(Stored data)
◇ ◇ ◇
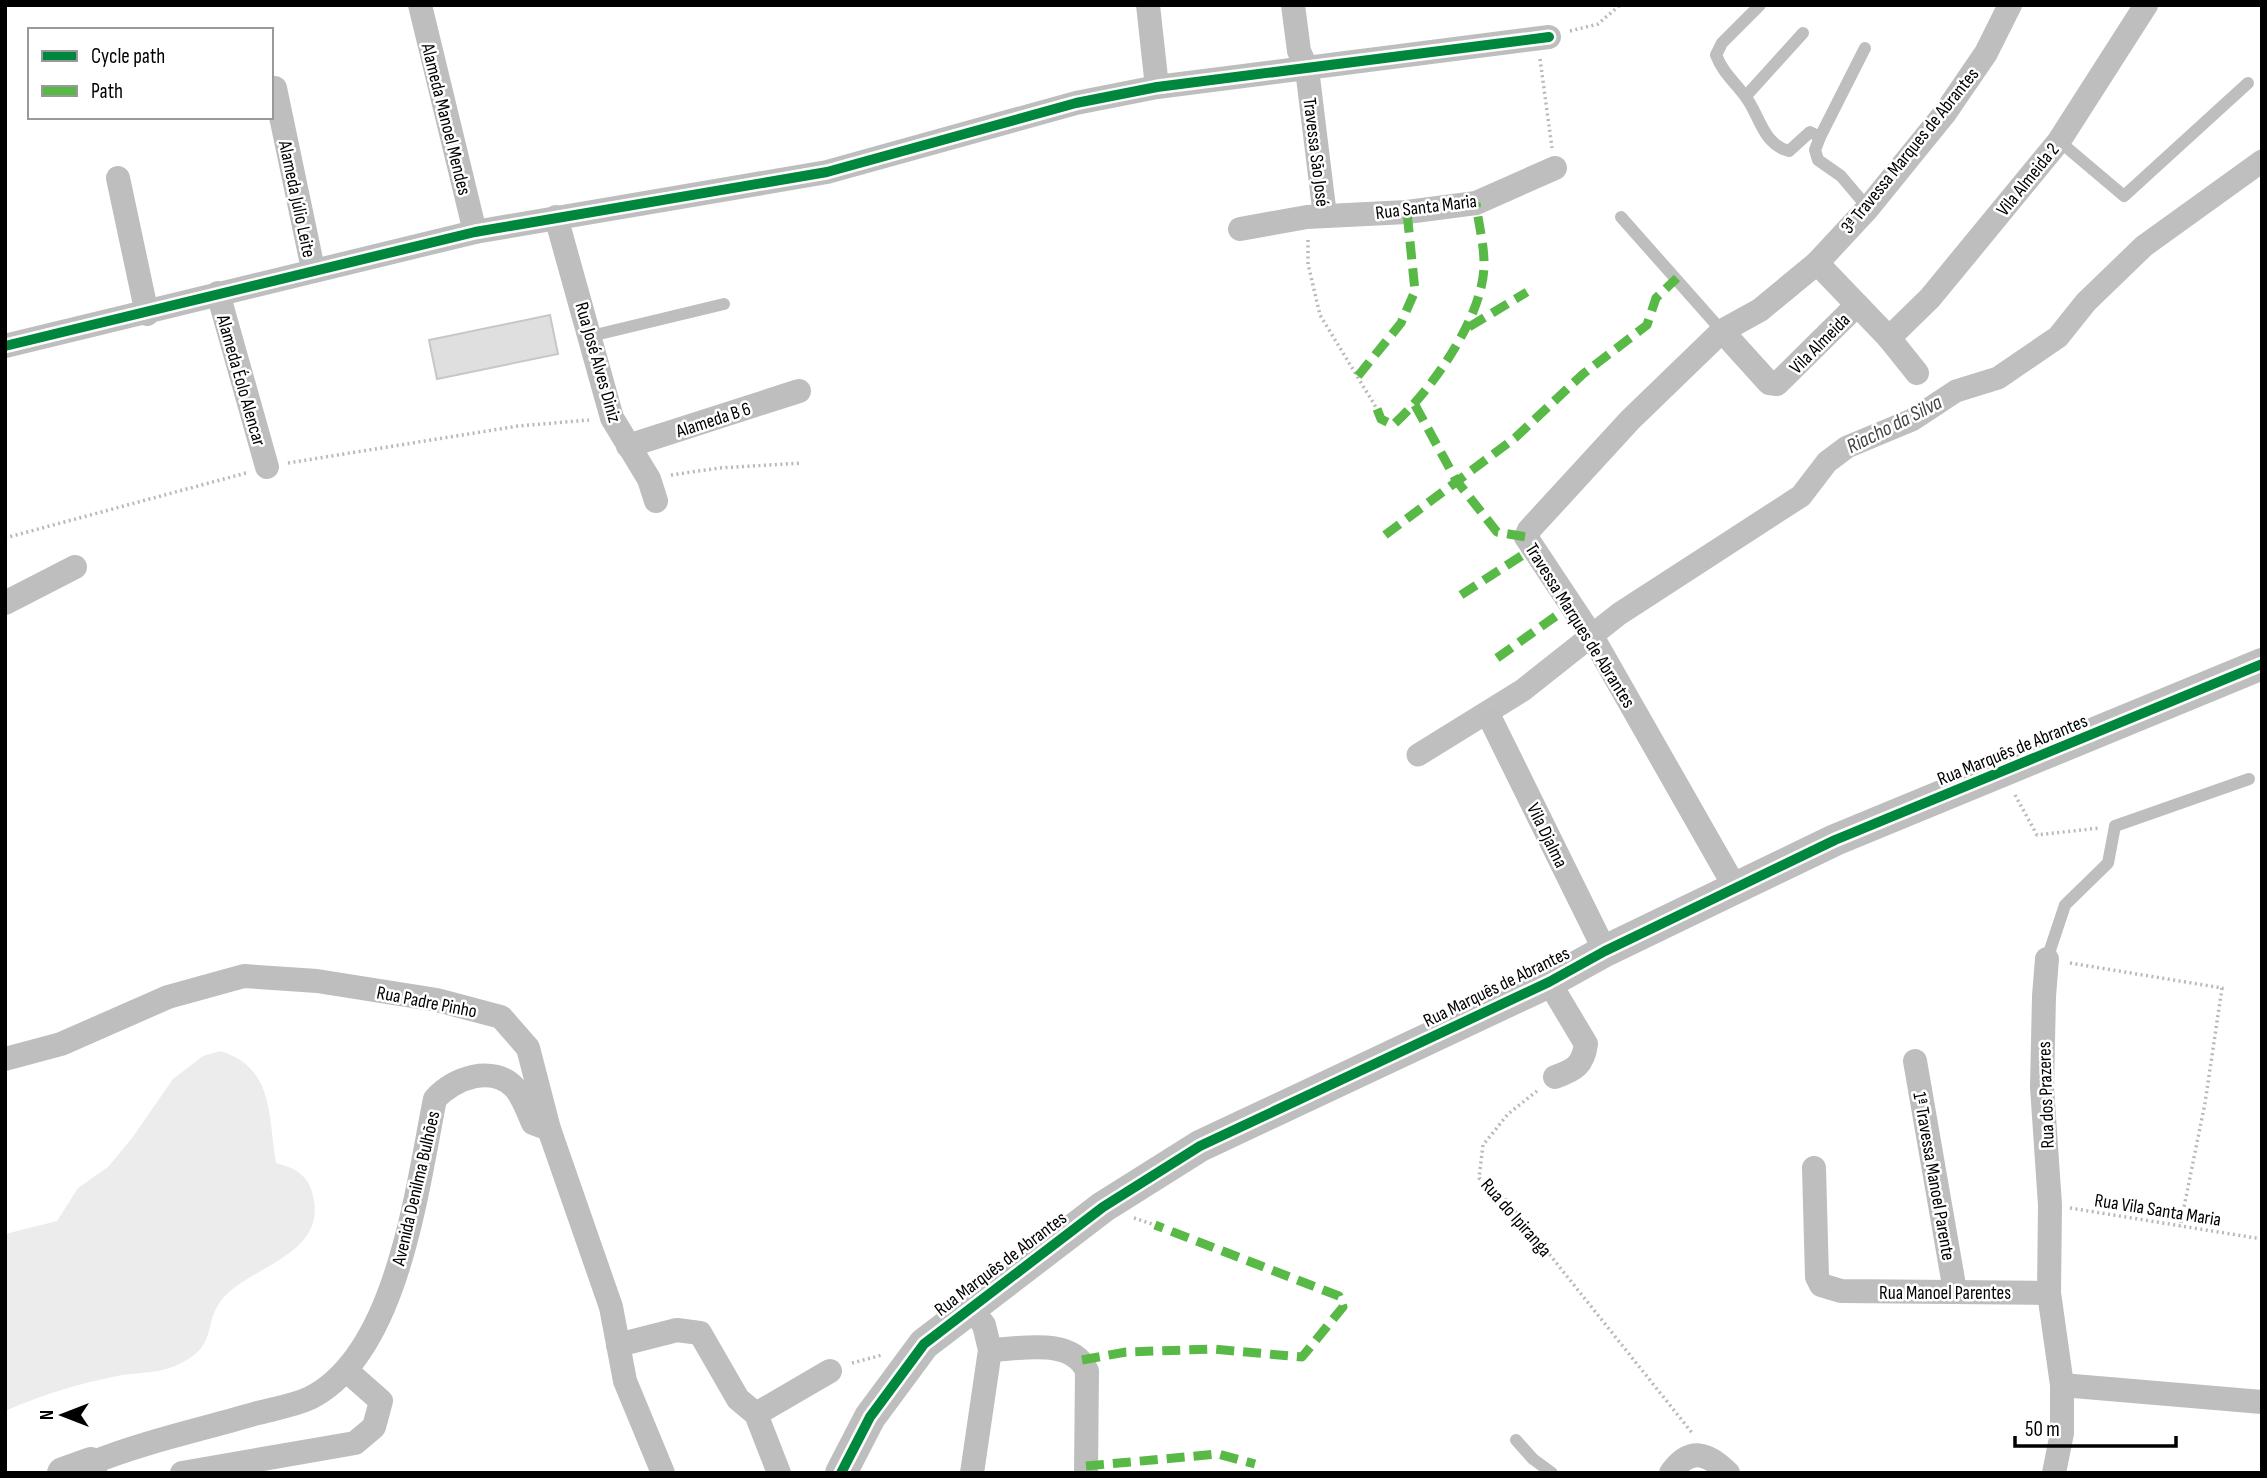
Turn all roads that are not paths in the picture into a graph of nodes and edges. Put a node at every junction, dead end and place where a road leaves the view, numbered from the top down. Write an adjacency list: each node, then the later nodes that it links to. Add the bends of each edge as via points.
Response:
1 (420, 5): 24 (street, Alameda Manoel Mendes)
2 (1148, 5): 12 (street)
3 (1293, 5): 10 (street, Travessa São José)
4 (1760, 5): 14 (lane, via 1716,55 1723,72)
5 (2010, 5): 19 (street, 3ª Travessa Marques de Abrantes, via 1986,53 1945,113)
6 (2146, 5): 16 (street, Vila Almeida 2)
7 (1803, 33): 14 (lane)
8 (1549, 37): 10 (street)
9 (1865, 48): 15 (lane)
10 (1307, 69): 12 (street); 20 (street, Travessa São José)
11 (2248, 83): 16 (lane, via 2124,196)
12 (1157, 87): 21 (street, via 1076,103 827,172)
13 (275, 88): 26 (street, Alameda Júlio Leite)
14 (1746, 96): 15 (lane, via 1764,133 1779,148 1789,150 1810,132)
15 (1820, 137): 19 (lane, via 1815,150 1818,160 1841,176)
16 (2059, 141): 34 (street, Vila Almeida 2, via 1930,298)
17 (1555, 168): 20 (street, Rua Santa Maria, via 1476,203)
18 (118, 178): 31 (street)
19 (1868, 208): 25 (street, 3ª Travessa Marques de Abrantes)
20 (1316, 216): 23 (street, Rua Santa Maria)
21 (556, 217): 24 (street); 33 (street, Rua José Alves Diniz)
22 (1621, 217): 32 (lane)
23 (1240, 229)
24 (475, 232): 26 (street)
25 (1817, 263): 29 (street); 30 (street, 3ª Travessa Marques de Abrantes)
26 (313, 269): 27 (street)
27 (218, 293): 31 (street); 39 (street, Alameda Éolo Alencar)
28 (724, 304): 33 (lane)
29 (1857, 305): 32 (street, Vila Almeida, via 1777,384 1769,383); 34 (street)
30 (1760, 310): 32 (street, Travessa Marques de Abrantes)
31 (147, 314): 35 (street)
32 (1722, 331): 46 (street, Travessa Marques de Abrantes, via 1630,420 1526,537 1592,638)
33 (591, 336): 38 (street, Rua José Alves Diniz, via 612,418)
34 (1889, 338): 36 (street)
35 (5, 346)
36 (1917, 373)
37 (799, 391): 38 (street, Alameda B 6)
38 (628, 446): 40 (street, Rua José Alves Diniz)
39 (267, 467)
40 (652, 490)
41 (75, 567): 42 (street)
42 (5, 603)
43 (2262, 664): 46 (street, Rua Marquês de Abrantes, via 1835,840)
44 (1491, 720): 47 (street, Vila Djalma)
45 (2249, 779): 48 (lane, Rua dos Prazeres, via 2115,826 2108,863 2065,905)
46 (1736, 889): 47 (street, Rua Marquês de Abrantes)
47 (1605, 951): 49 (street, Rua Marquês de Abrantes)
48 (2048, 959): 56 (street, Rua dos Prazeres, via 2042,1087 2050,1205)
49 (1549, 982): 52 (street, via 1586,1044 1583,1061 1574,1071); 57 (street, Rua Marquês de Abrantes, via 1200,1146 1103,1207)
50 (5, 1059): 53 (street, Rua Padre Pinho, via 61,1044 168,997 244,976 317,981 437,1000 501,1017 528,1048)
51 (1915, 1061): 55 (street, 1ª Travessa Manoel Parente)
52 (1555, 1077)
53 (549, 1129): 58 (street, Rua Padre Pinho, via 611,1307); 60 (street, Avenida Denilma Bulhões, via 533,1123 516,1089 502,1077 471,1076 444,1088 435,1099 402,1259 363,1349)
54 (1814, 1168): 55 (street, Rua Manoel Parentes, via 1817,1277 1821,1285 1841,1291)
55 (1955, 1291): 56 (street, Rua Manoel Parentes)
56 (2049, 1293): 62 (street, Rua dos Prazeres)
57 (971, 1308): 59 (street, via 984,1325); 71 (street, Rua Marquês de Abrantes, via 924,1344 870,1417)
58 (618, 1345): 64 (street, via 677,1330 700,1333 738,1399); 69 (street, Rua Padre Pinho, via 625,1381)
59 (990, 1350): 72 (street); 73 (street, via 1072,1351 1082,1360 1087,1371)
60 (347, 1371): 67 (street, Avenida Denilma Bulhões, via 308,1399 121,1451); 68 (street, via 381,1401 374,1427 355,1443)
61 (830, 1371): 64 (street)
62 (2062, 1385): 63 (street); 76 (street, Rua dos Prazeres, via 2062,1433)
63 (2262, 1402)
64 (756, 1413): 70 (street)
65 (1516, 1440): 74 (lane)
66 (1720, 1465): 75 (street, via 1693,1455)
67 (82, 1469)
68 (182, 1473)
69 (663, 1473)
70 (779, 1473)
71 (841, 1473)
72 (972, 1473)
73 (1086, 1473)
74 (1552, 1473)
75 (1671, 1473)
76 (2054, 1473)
◇ ◇ ◇
Go through the entries and retype each one exactly, skipping any image.

Turn all roads that are not paths in the picture into a graph of nodes and edges. Put a node at every junction, dead end and place where a road leaves the view, numbered from the top down. Write an adjacency list: each node, then the later nodes that it links to. Add the bends of each edge as via points.
Response:
1 (420, 5): 24 (street, Alameda Manoel Mendes)
2 (1148, 5): 12 (street)
3 (1293, 5): 10 (street, Travessa São José)
4 (1760, 5): 14 (lane, via 1716,55 1723,72)
5 (2010, 5): 19 (street, 3ª Travessa Marques de Abrantes, via 1986,53 1945,113)
6 (2146, 5): 16 (street, Vila Almeida 2)
7 (1803, 33): 14 (lane)
8 (1549, 37): 10 (street)
9 (1865, 48): 15 (lane)
10 (1307, 69): 12 (street); 20 (street, Travessa São José)
11 (2248, 83): 16 (lane, via 2124,196)
12 (1157, 87): 21 (street, via 1076,103 827,172)
13 (275, 88): 26 (street, Alameda Júlio Leite)
14 (1746, 96): 15 (lane, via 1764,133 1779,148 1789,150 1810,132)
15 (1820, 137): 19 (lane, via 1815,150 1818,160 1841,176)
16 (2059, 141): 34 (street, Vila Almeida 2, via 1930,298)
17 (1555, 168): 20 (street, Rua Santa Maria, via 1476,203)
18 (118, 178): 31 (street)
19 (1868, 208): 25 (street, 3ª Travessa Marques de Abrantes)
20 (1316, 216): 23 (street, Rua Santa Maria)
21 (556, 217): 24 (street); 33 (street, Rua José Alves Diniz)
22 (1621, 217): 32 (lane)
23 (1240, 229)
24 (475, 232): 26 (street)
25 (1817, 263): 29 (street); 30 (street, 3ª Travessa Marques de Abrantes)
26 (313, 269): 27 (street)
27 (218, 293): 31 (street); 39 (street, Alameda Éolo Alencar)
28 (724, 304): 33 (lane)
29 (1857, 305): 32 (street, Vila Almeida, via 1777,384 1769,383); 34 (street)
30 (1760, 310): 32 (street, Travessa Marques de Abrantes)
31 (147, 314): 35 (street)
32 (1722, 331): 46 (street, Travessa Marques de Abrantes, via 1630,420 1526,537 1592,638)
33 (591, 336): 38 (street, Rua José Alves Diniz, via 612,418)
34 (1889, 338): 36 (street)
35 (5, 346)
36 (1917, 373)
37 (799, 391): 38 (street, Alameda B 6)
38 (628, 446): 40 (street, Rua José Alves Diniz)
39 (267, 467)
40 (652, 490)
41 (75, 567): 42 (street)
42 (5, 603)
43 (2262, 664): 46 (street, Rua Marquês de Abrantes, via 1835,840)
44 (1491, 720): 47 (street, Vila Djalma)
45 (2249, 779): 48 (lane, Rua dos Prazeres, via 2115,826 2108,863 2065,905)
46 (1736, 889): 47 (street, Rua Marquês de Abrantes)
47 (1605, 951): 49 (street, Rua Marquês de Abrantes)
48 (2048, 959): 56 (street, Rua dos Prazeres, via 2042,1087 2050,1205)
49 (1549, 982): 52 (street, via 1586,1044 1583,1061 1574,1071); 57 (street, Rua Marquês de Abrantes, via 1200,1146 1103,1207)
50 (5, 1059): 53 (street, Rua Padre Pinho, via 61,1044 168,997 244,976 317,981 437,1000 501,1017 528,1048)
51 (1915, 1061): 55 (street, 1ª Travessa Manoel Parente)
52 (1555, 1077)
53 (549, 1129): 58 (street, Rua Padre Pinho, via 611,1307); 60 (street, Avenida Denilma Bulhões, via 533,1123 516,1089 502,1077 471,1076 444,1088 435,1099 402,1259 363,1349)
54 (1814, 1168): 55 (street, Rua Manoel Parentes, via 1817,1277 1821,1285 1841,1291)
55 (1955, 1291): 56 (street, Rua Manoel Parentes)
56 (2049, 1293): 62 (street, Rua dos Prazeres)
57 (971, 1308): 59 (street, via 984,1325); 71 (street, Rua Marquês de Abrantes, via 924,1344 870,1417)
58 (618, 1345): 64 (street, via 677,1330 700,1333 738,1399); 69 (street, Rua Padre Pinho, via 625,1381)
59 (990, 1350): 72 (street); 73 (street, via 1072,1351 1082,1360 1087,1371)
60 (347, 1371): 67 (street, Avenida Denilma Bulhões, via 308,1399 121,1451); 68 (street, via 381,1401 374,1427 355,1443)
61 (830, 1371): 64 (street)
62 (2062, 1385): 63 (street); 76 (street, Rua dos Prazeres, via 2062,1433)
63 (2262, 1402)
64 (756, 1413): 70 (street)
65 (1516, 1440): 74 (lane)
66 (1720, 1465): 75 (street, via 1693,1455)
67 (82, 1469)
68 (182, 1473)
69 (663, 1473)
70 (779, 1473)
71 (841, 1473)
72 (972, 1473)
73 (1086, 1473)
74 (1552, 1473)
75 (1671, 1473)
76 (2054, 1473)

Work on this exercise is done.